2.38
Despair se balançait autant que ses liens lui en laissait la possibilité, sur la chaise où il était attaché. La douleur dans son épaules ne passait pas, la blessure ne guérissait pas, il ne pouvait pas utiliser les pouvoirs de Théo, et n'avait par ailleurs aucune énergie blanche. Il se mordit les joues et se concentra sur la douleur, sa seule solution à ce moment précis pour ne pas perdre la boule dans son aveuglement forcé, et la vague du passé qui venait le hanter. Il tentait également d'arracher ses pensées loin de Lava mais elles y retournaient sans arrêt, comme sous l'effet d'une gravité contre laquelle il était impossible de lutter.
Finalement les pas revinrent. Et quelque chose de visqueux se colla à ses blessures pour absorber son sang. Il sursauta.
- Qu'est-ce qui se passe ? Qu'est-ce que c'est ?
La chose visqueuse se décolla de ses blessures pour venir lui caresser le torse et le ventre. Il se retint son dégoût et rentra le ventre par réflexe, sans que ça ait le moindre effet.
- Mais qu'est-ce que c'est que ce truc ?!
Il avait l'impression qu'il s'agissait d'un gros serpent mouillé, visqueux, baveux, une sorte, de, langue... ? Mais en bien trop gros et repoussant. Il poussa une expression dégoûté en se tortillant pour lui échapper au contact. La chose continuait de le tartiner de cette espèce de bave, le barbouillant de haut en bas. Enfin une voix étrange commenta
- Tu as bon goût....
- Hein ?
Il n'avait rien trouver de plus fin à dire.
- Ce sera un plaisir de te manger...
Manger ? Le manger lui ?
- J'ai pas trop envie, s'il vous plaît. Vous pouvez me découvrir les yeux ?
L'aveuglement allait le rendre fou, c'était insupportable. Ça lui rappelait ses années en strate 1, ça le plongeait dans le gouffre de ses millénaires de mémoires. Ça le coupait du reste, et il ne pouvait pas le supporter, non vraiment, c'était insupportable, impossible à supporter. La chose vint lui enlever son bandeau, et lui offert la vision de sa geôlière. Une femme, à l'aspect monstrueux, et à la langue tout aussi difforme et ophidienne, se tenait devant lui.
- Vous m'avez léché ?!
Il était dégoûté. Elle poussa un petit rire doux et acquiesça.
- Ne me mangez pas.
Elle ne répondit rien et passer derrière Despair, là où il ne pouvait pas la voir. Elle se tendit, stresse par l'idée qu'un mouvement brusque de sa part puisse la faire l'attaquer. La femme, Théarchiase d'après d'après Asterath, recommença à lui lécher l'arrière de la tête de la nuque. Il se crispa une nouvelle fois de dégoût.
Soudain elle poussa un petit rire, et planta ses dents effilées et carnassières dans l'épaule déjà blessée. Il tenta de retenir un cri qui malgré lui filtra entre ses mâchoire serrées. Puis il ouvrit la bouche pour vite lui lancer.
- Non ! Ne faites pas ça, je ne suis même pas dans mon vrai corps !

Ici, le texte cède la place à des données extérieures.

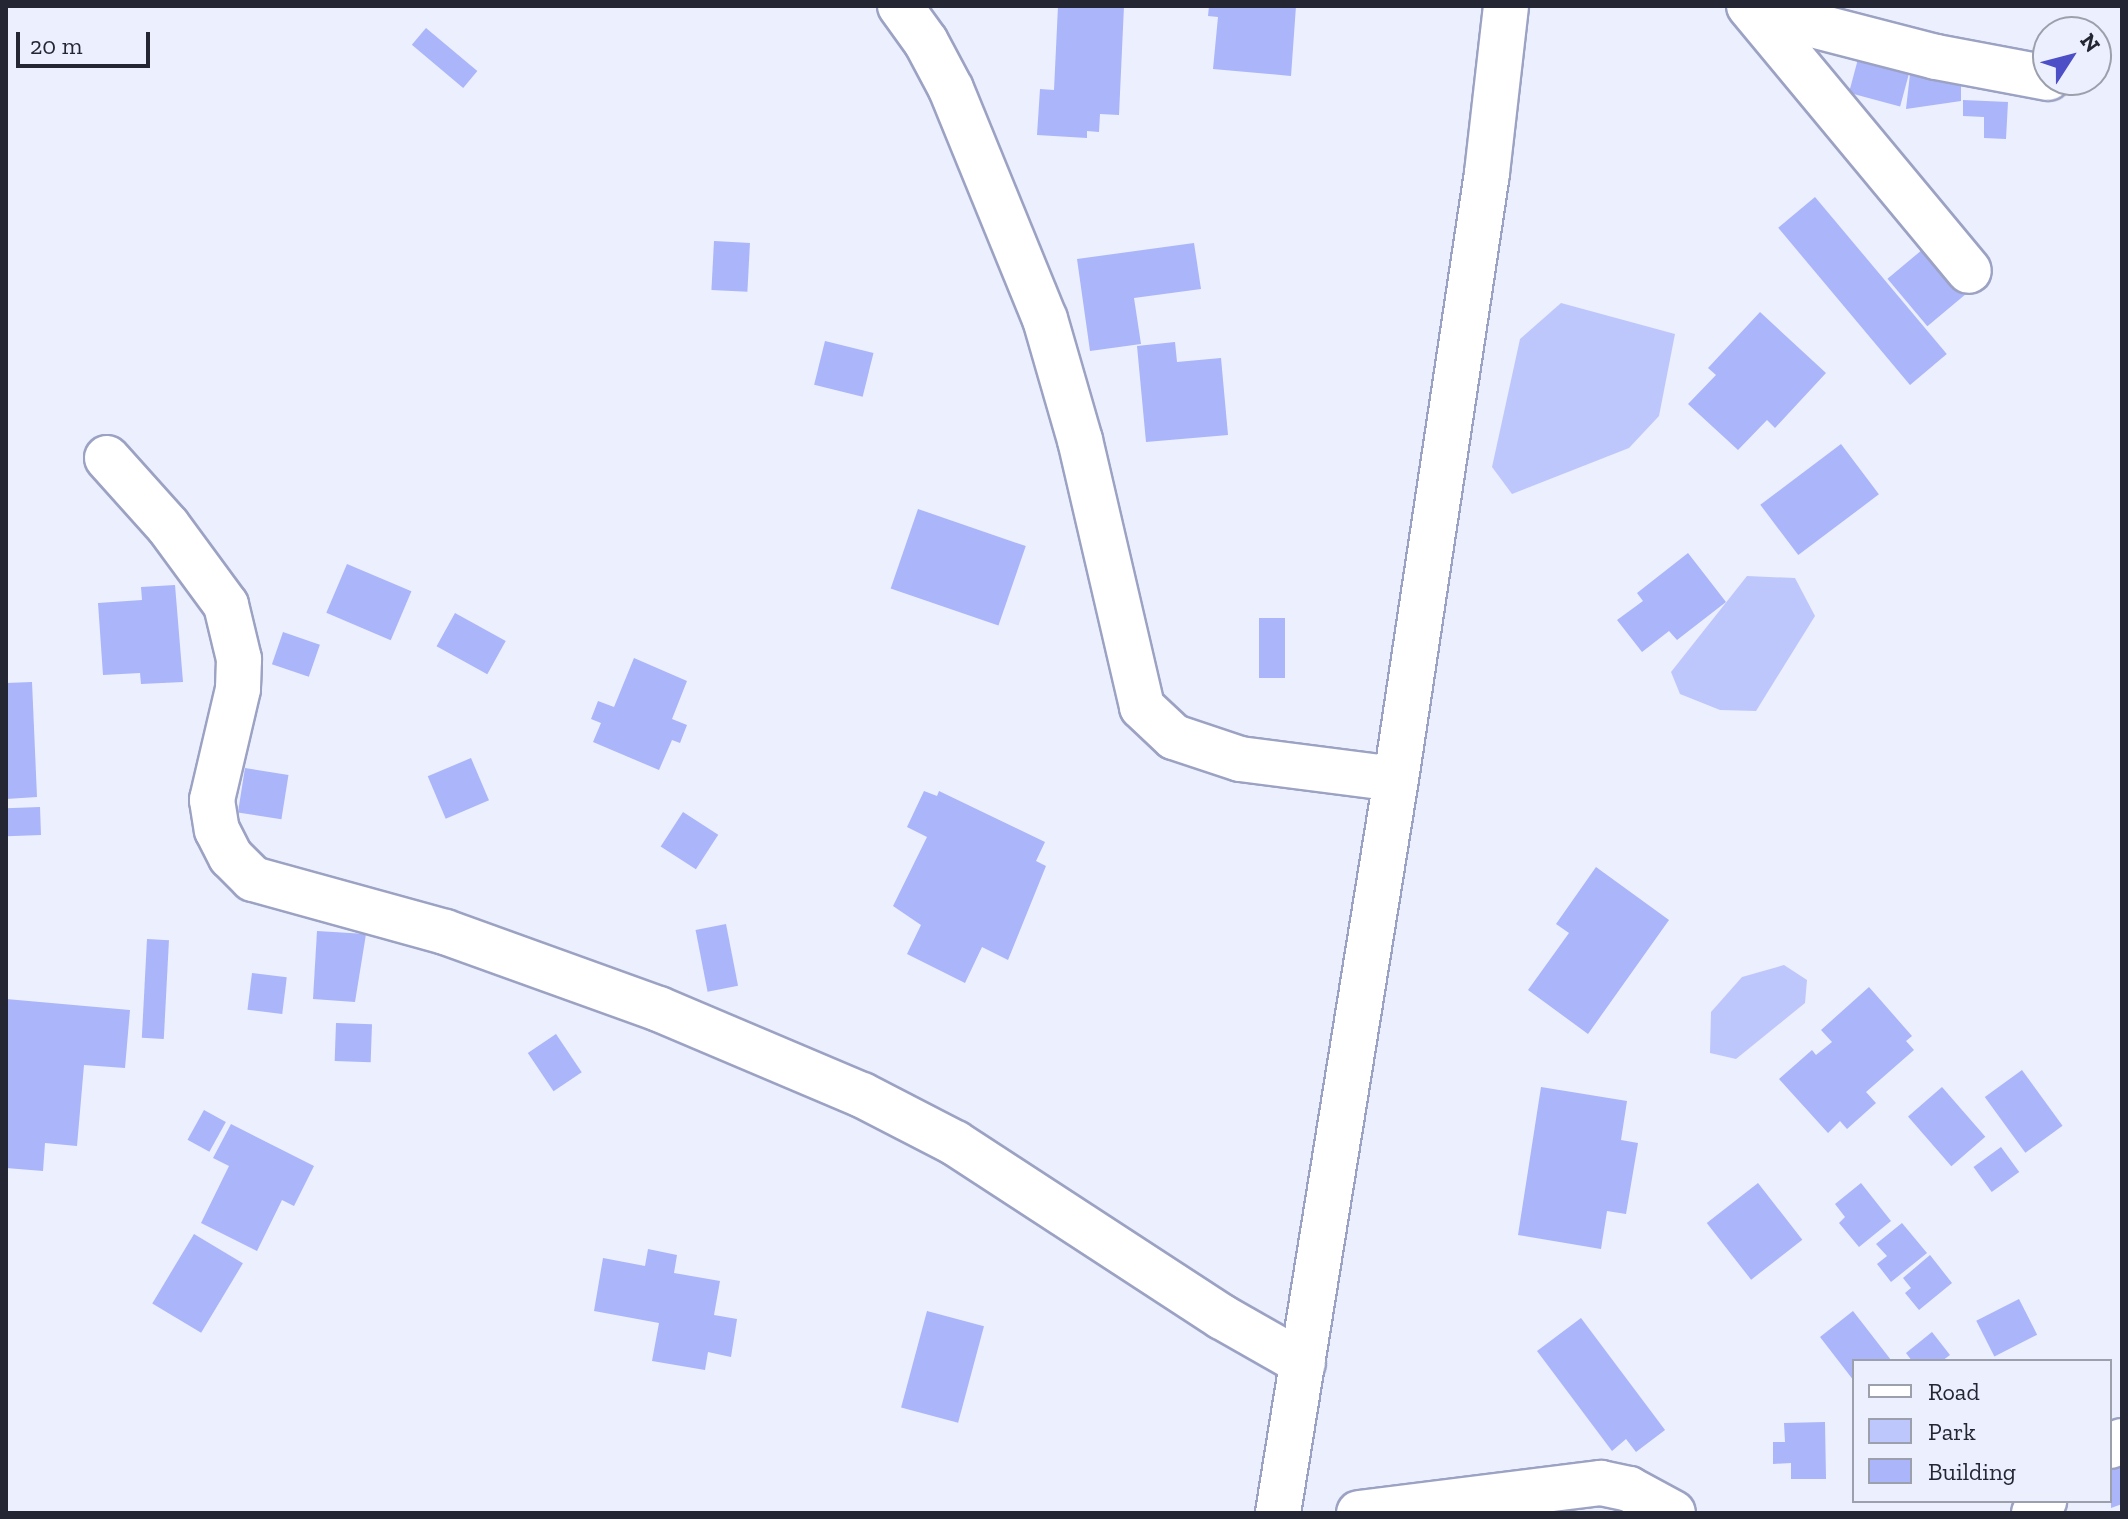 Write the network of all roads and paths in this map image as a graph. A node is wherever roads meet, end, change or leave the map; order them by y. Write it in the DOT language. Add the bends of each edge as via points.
graph roads {
  1 [pos="900,6"];
  2 [pos="1506,6"];
  3 [pos="1751,8"];
  4 [pos="2032,75"];
  5 [pos="1969,271"];
  6 [pos="107,458"];
  7 [pos="1396,779"];
  8 [pos="1303,1363"];
  9 [pos="1278,1513"];
  10 [pos="1359,1513"];
  11 [pos="1673,1513"];
  1 -- 7 [label="street" via="951,89 1045,319 1080,440 1142,707 1174,737 1227,755"];
  2 -- 7 [label="street" via="1487,173"];
  3 -- 4 [label="street" via="1922,54"];
  3 -- 5 [label="street"];
  6 -- 8 [label="street" via="168,526 226,605 239,659 238,689 212,800 217,830 231,857 253,879 445,932 659,1009 862,1095 955,1143 1222,1317"];
  7 -- 8 [label="street"];
  8 -- 9 [label="street"];
  10 -- 11 [label="street" via="1601,1483 1629,1489"];
} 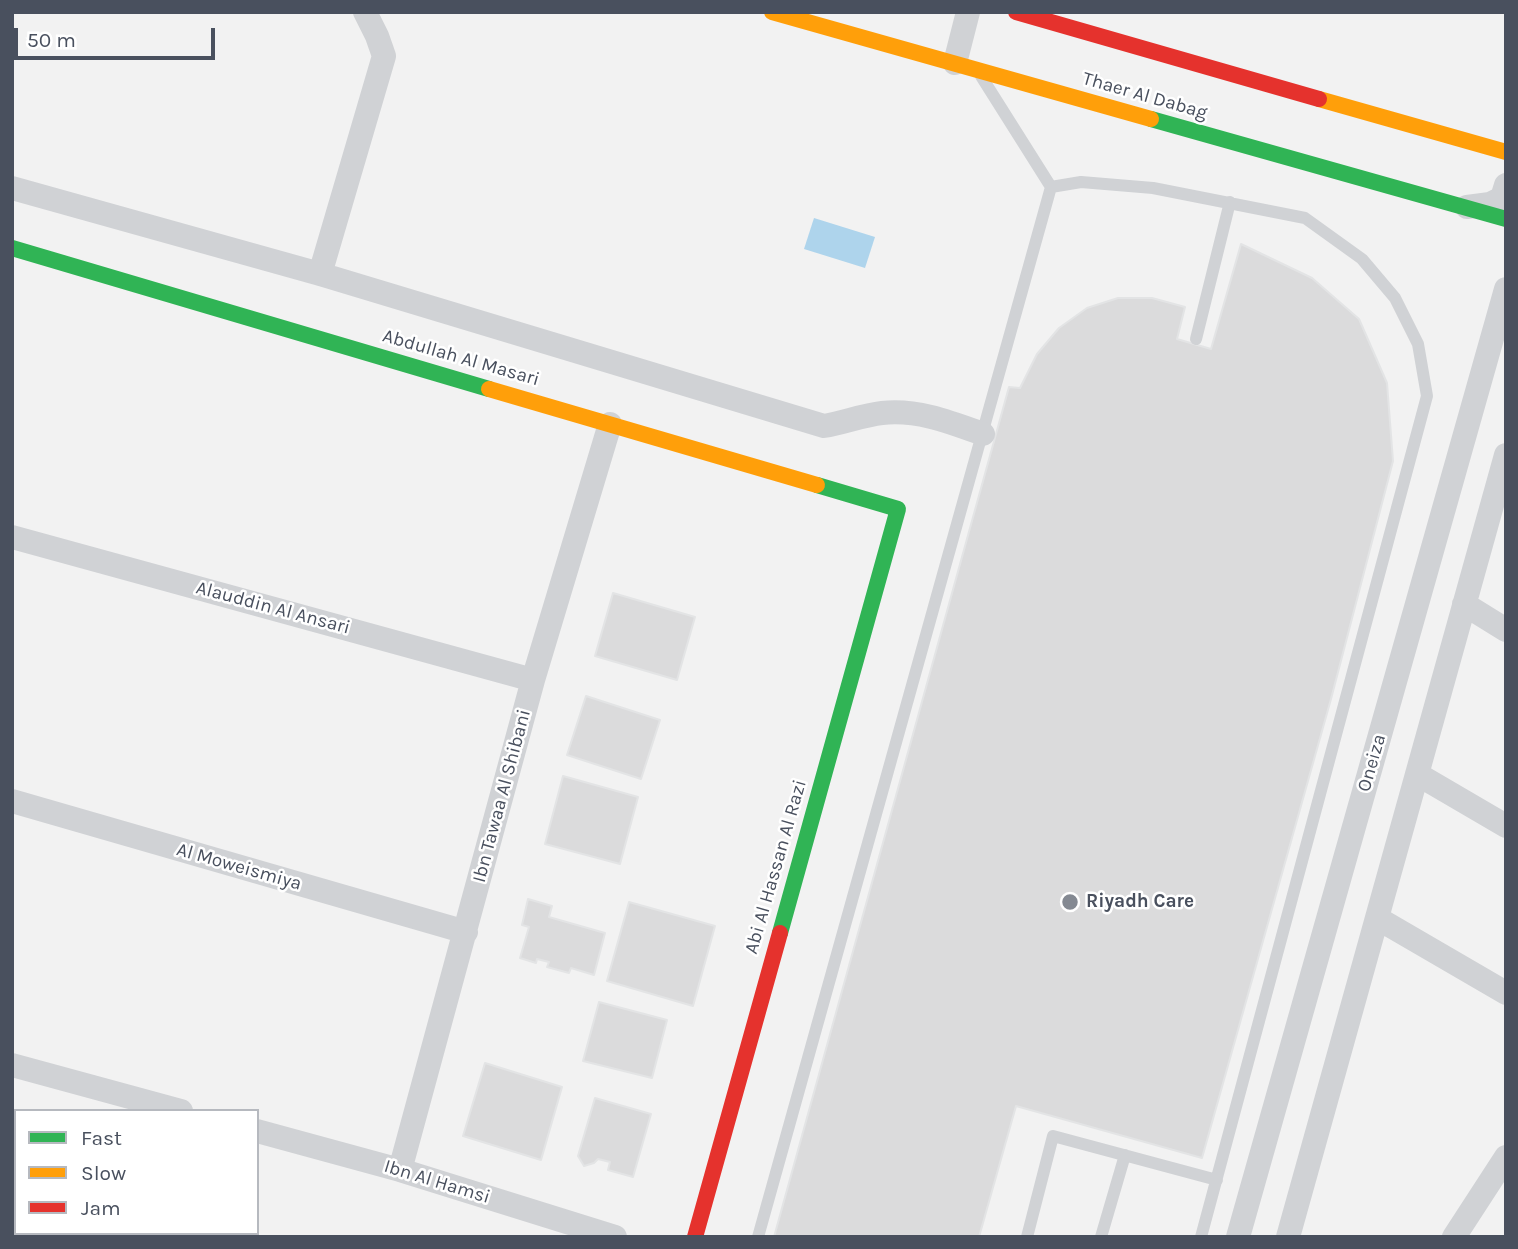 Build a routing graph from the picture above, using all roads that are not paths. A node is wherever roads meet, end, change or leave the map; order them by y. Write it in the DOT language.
graph roads {
  1 [pos="365,12"];
  2 [pos="772,12"];
  3 [pos="968,12"];
  4 [pos="1016,12"];
  5 [pos="966,66"];
  6 [pos="1478,144"];
  7 [pos="1506,152"];
  8 [pos="1506,178"];
  9 [pos="1506,184"];
  10 [pos="1051,187"];
  11 [pos="12,188"];
  12 [pos="1230,202"];
  13 [pos="1463,208"];
  14 [pos="1506,219"];
  15 [pos="12,248"];
  16 [pos="320,274"];
  17 [pos="1506,289"];
  18 [pos="1196,339"];
  19 [pos="610,424"];
  20 [pos="982,433"];
  21 [pos="1506,455"];
  22 [pos="898,509"];
  23 [pos="12,537"];
  24 [pos="1464,604"];
  25 [pos="1506,630"];
  26 [pos="533,680"];
  27 [pos="1417,774"];
  28 [pos="12,801"];
  29 [pos="1506,826"];
  30 [pos="1377,918"];
  31 [pos="466,932"];
  32 [pos="1506,993"];
  33 [pos="12,1065"];
  34 [pos="174,1109"];
  35 [pos="259,1132"];
  36 [pos="1125,1155"];
  37 [pos="1502,1169"];
  38 [pos="400,1170"];
  39 [pos="1217,1180"];
  40 [pos="615,1237"];
  41 [pos="695,1237"];
  42 [pos="758,1237"];
  43 [pos="1027,1237"];
  44 [pos="1101,1237"];
  45 [pos="1201,1237"];
  46 [pos="1238,1237"];
  47 [pos="1288,1237"];
  48 [pos="1454,1237"];
  1 -- 16 [label="street"];
  2 -- 5 [label="street, Thaer Al Dabag"];
  3 -- 5 [label="street"];
  4 -- 6 [label="street"];
  5 -- 10 [label="lane"];
  5 -- 13 [label="street, Thaer Al Dabag"];
  6 -- 7 [label="street"];
  6 -- 8 [label="street"];
  9 -- 13 [label="street"];
  10 -- 12 [label="lane"];
  10 -- 20 [label="lane"];
  11 -- 16 [label="street"];
  12 -- 18 [label="lane"];
  12 -- 39 [label="lane"];
  13 -- 14 [label="street, Thaer Al Dabag"];
  15 -- 19 [label="street, Abdullah Al Masari"];
  16 -- 20 [label="street"];
  17 -- 46 [label="street, Oneiza"];
  19 -- 22 [label="street, Abdullah Al Masari"];
  19 -- 26 [label="street, Ibn Tawaa Al Shibani"];
  20 -- 42 [label="lane"];
  21 -- 24 [label="street"];
  22 -- 41 [label="street, Abi Al Hassan Al Razi"];
  23 -- 26 [label="street, Alauddin Al Ansari"];
  24 -- 25 [label="street"];
  24 -- 27 [label="street"];
  26 -- 31 [label="street, Ibn Tawaa Al Shibani"];
  27 -- 29 [label="street"];
  27 -- 30 [label="street"];
  28 -- 31 [label="street, Al Moweismiya"];
  30 -- 32 [label="street"];
  30 -- 47 [label="street"];
  31 -- 38 [label="street, Ibn Tawaa Al Shibani"];
  33 -- 34 [label="street"];
  35 -- 38 [label="street, Ibn Al Hamsi"];
  36 -- 39 [label="lane"];
  36 -- 43 [label="lane"];
  36 -- 44 [label="lane"];
  37 -- 48 [label="street"];
  38 -- 40 [label="street, Ibn Al Hamsi"];
  39 -- 45 [label="lane"];
}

Mais sa seule réaction fut de planter sa langue dans l'incision ronger l'intérieur de son épaule, fouiller dans la chaire à vif, remuer le couteau, ou en l'occurrence sa langue, dans la plaie. Cette fois il hurla, et l'auréole prit un mélange de couleurs marbrées, qui se tordaient et bougeaient de façon cahoteuse sa surface, entre le vert le bleu, le rouge, le gris, le noir et l'orange et dansaient torturés comme un nid de serpents. Il ferma les yeux sans pouvoir retenir un flots de larmes chaudes et salées qui lui montèrent aux bord des paupières.
- Arrêtez ça ! Pitié ! Arrêtez !
Soudain une chaleur douce l'envahit plus, tandis que Théarchiase cessa brusquement. Despair, haletant, remit son souffle alors que la douleur diminuait progressivement pour laisser place à sensation chaleureuse. L'espèce d'étrange démone poussa un grognement de frustration et partit. Il ne comprenait pas du tout pourquoi elle s'était arrêté, ni d'où venait la douce chaleur venant mettre un baume à sa douleur.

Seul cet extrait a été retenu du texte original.